▸ Given data:
• • •
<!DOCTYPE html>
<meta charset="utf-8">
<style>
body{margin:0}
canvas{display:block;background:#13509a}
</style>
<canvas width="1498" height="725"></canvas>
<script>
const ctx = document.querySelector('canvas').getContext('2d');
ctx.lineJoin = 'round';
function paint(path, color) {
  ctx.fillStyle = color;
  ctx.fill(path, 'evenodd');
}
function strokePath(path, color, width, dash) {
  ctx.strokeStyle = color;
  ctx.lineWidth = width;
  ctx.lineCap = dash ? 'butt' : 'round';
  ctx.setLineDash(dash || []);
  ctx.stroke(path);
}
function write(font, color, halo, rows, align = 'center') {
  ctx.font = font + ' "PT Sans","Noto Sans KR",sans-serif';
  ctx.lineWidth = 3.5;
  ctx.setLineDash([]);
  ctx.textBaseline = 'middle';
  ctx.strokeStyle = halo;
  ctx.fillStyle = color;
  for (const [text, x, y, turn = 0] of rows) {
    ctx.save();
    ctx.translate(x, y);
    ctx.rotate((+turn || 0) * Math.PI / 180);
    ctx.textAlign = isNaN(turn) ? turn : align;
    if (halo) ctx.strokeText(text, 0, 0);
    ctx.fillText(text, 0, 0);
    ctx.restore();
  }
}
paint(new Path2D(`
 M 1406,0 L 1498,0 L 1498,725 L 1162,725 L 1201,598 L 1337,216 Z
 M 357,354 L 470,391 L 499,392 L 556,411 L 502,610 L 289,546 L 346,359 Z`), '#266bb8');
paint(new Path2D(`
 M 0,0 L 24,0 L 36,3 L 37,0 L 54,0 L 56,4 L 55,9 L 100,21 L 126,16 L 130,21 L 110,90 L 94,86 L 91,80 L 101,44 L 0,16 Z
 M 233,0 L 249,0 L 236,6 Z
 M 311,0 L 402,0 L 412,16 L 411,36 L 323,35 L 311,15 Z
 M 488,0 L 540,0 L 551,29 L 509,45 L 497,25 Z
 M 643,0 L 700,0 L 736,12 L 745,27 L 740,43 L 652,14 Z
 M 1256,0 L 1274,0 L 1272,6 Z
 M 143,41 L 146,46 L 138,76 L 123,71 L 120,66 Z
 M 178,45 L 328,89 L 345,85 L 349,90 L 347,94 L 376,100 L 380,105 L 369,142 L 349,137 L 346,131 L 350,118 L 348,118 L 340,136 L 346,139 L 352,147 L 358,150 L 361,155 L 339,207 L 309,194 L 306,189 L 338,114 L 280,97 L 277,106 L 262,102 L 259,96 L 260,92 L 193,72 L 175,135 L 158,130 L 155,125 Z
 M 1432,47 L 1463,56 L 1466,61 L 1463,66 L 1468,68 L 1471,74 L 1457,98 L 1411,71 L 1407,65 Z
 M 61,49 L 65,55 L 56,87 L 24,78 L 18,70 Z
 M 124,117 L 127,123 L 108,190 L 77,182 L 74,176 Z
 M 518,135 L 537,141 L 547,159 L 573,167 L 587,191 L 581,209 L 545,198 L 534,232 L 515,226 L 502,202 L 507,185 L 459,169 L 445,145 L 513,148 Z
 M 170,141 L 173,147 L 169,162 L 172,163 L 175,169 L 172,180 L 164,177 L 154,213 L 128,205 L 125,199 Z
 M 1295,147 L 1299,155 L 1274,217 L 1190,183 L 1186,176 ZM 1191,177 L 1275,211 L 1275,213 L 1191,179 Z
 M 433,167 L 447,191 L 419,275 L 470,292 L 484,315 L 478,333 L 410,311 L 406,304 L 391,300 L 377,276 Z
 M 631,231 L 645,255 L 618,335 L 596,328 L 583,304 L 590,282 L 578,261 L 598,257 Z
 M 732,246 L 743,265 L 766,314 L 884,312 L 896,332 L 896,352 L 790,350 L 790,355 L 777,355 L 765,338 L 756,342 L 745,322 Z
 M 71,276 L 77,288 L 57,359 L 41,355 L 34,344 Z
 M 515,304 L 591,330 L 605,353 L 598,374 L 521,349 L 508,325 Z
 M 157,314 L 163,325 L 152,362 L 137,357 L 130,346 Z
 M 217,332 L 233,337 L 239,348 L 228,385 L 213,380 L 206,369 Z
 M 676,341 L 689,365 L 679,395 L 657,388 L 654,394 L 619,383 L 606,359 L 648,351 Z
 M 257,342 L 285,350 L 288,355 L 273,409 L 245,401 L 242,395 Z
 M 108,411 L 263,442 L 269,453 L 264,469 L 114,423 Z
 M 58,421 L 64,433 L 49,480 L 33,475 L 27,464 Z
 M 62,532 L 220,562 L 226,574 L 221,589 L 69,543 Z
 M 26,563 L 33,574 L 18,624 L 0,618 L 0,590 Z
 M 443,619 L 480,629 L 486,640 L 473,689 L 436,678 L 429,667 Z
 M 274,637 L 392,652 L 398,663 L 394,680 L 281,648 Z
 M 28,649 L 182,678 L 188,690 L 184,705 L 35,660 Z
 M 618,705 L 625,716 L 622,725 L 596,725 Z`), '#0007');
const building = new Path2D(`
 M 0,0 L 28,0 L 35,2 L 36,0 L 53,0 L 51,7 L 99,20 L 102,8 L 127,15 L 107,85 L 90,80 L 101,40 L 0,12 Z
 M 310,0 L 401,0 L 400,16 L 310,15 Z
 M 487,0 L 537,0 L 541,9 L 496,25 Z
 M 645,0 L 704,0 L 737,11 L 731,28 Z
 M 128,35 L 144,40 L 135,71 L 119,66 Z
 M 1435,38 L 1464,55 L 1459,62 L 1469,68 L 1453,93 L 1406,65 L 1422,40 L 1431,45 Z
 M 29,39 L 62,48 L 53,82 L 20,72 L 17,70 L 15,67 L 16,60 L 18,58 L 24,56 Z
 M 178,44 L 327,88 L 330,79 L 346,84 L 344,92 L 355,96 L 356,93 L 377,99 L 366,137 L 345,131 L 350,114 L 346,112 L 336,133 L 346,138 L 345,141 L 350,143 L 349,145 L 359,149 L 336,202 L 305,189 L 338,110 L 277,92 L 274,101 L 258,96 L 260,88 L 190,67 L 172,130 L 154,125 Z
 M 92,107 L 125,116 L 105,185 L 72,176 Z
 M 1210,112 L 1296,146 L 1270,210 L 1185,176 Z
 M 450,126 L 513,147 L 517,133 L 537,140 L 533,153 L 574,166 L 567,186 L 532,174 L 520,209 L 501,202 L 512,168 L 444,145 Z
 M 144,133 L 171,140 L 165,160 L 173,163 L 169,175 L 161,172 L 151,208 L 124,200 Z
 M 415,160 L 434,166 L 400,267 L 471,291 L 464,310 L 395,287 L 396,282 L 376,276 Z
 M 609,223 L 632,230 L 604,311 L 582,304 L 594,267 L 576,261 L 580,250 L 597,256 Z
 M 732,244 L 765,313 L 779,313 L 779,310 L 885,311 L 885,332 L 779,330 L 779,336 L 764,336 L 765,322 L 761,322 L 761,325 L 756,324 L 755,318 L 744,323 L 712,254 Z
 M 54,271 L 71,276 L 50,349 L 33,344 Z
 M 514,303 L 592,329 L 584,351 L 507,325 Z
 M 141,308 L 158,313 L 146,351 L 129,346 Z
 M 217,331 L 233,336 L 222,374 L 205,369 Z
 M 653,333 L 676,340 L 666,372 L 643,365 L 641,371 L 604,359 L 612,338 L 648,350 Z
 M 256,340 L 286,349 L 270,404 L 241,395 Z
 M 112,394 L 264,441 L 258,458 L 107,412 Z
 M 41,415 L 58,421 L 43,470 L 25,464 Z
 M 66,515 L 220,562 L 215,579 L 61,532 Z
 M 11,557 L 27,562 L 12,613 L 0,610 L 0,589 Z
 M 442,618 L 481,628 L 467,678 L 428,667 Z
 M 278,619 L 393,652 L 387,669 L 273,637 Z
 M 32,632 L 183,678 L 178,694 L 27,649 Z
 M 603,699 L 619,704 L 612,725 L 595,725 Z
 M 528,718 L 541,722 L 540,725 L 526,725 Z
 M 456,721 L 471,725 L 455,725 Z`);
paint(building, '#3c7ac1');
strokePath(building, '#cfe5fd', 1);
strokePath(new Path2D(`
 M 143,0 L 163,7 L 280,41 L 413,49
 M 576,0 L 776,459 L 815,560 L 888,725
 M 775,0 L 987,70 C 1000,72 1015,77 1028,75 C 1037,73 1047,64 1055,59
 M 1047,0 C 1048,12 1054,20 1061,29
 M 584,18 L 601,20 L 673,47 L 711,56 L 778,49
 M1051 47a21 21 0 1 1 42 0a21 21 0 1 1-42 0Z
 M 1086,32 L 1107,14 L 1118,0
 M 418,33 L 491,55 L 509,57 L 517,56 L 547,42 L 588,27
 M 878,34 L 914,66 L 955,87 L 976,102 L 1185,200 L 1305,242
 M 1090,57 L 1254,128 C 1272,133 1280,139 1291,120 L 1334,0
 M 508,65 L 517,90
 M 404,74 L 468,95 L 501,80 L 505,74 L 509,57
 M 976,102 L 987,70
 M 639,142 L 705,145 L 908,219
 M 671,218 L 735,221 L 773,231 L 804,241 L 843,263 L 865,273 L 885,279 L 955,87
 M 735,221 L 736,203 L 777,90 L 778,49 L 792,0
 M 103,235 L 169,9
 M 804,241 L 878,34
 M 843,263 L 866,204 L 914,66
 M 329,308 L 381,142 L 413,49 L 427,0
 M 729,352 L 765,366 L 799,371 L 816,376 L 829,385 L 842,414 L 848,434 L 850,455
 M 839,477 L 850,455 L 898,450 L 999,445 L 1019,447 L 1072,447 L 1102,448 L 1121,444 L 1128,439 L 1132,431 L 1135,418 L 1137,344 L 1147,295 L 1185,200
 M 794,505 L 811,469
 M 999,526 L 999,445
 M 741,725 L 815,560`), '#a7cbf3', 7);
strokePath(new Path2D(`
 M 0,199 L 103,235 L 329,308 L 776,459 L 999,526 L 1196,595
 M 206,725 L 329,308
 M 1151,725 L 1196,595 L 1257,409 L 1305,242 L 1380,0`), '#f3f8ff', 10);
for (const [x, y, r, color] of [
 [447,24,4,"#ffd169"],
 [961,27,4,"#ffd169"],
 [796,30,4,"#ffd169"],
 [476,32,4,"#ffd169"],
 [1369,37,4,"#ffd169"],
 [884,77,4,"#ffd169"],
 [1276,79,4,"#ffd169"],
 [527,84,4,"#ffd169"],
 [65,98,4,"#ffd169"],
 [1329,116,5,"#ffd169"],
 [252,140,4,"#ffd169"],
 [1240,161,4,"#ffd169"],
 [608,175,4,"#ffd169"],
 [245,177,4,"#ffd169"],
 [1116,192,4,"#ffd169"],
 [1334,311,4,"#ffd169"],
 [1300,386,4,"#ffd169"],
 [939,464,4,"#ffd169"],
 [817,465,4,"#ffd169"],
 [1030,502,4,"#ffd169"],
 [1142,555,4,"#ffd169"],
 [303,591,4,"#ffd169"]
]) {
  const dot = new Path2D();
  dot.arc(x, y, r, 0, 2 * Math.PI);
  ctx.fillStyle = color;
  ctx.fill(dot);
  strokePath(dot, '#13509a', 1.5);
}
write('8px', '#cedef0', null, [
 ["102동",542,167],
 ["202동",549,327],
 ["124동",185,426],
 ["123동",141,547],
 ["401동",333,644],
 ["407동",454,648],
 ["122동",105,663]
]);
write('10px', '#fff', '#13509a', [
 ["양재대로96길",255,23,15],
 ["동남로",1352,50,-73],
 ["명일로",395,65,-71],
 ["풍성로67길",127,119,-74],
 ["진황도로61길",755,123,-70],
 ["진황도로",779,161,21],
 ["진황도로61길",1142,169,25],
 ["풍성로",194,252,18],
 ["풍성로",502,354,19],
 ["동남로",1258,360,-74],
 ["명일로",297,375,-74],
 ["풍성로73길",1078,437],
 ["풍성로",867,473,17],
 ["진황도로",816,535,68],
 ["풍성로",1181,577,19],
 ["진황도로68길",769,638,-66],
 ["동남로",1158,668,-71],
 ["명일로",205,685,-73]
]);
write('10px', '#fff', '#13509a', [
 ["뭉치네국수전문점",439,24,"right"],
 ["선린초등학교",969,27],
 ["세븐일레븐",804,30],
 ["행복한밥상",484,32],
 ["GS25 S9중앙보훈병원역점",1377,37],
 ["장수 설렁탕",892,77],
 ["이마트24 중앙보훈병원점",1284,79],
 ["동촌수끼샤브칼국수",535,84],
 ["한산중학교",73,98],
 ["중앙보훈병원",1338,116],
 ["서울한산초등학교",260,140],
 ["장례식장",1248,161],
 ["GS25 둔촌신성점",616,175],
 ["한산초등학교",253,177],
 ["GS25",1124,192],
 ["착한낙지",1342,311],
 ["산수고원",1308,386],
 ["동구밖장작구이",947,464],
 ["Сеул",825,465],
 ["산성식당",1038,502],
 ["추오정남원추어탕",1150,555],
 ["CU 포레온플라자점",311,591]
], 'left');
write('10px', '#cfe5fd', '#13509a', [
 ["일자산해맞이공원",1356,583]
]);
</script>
• • •
▸ Goal of the exercise: Search the data above for lines holding "align" and copy each of them.

▸ Answer for this exercise:
function write(font, color, halo, rows, align = 'center') {
    ctx.textAlign = isNaN(turn) ? turn : align;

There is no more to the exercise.